Last week, Jason Rolfe was kind enough to interview me for his (excellent) Bibliomancy blog. Here you can read some of my thoughts on landscape, repression, ghost stories, and the role of the sublime in the literature of the weird. While you’re there, be sure and check out Jason’s recent interview with Daniel Corrick, the proprietor of newcomer Hieroglyphic Press.

Hieroglyphic recently released the first issue of its Sacrum Regnum journal, which eschews “the dregs of the 21st Century” literature in favor of “the High and the Holy, the Sacred, the Rare.” Sacrum Regnum I contains work by some of the genre’s finest writers, and I’m honored to have two of my poems included therein alongside fiction and poetry by Mark Samuels & Brendan Connell, among others. My poem “The Minister’s Last Sermon” provides a fairly concise summary of my views on Calvinism. 

Likewise I was just terrifically pleased to hear that my short story “The Wayside Voices” will appear this fall in the UK’s Black Static magazine. Around this same time, I was thrilled to learn that my tale “The Other Boy” had been accepted to Shadows & Tall Trees. Black Static, of course, requires no introduction, but if you’re not reading Shadows & Tall Trees, then you’re missing out on some of the very best horror fiction being written today. 

Speaking of which: A Season in Carcosa, an anthology of original fiction inspired by RW Chambers’ The King in Yellow is due to be released imminently by Miskatonic River Press. It can be pre-ordered here. With Joe Pulver at the helm—and a list of contributors that includes Richard Gavin, Simon Strantzas, John Langan, and Laird Barron, among many others—this is sure to be one of the finest releases of the year. My short story “MS Found in a Chicago Hotel Room” appears inside.

Finally: be sure and watch for Mighty in Sorrow, an anthology in tribute to the music of Current 93 edited by Jordan Krall.
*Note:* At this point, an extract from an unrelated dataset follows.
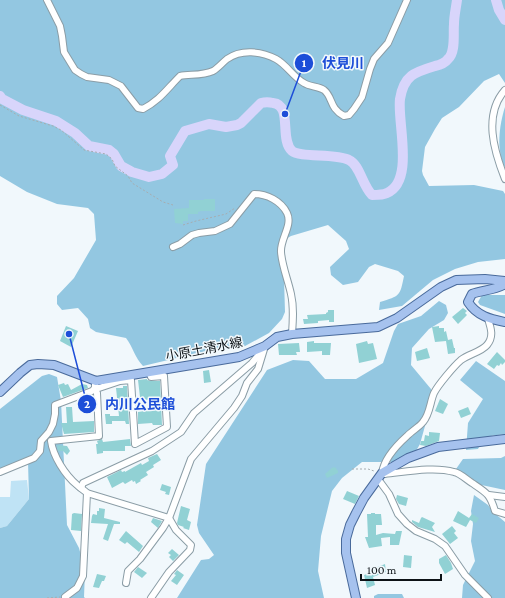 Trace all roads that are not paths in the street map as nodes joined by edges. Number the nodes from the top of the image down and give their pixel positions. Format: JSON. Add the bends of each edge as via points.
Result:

The anthology is due out next year and will include my story “Whistler’s Gore,” a brief story-in-epitaphs that derives its primary thematic inspiration from Current 93’s masterful “Patripassian.”

There are a couple of other projects on the horizon, but I think I'll leave this for now. I can hear the cries of the geese and imagine the wind in distant corn fields. As Rilke writes: "Lord: it is time."

1 comment:

  1. I recently read The Strange High House in the Mist -- Reread? Opening a Lovecraft anthology is like recalling dreams. It's all so familiar and alien at the same time.

    At any rate, more than any other story in the collection, Strange High House made me wish I could go for a ramble through the lanes and forests of Lovecraft Country. What people find there is rarely safe, but the landscape itself is of a bygone day I wish I could visit.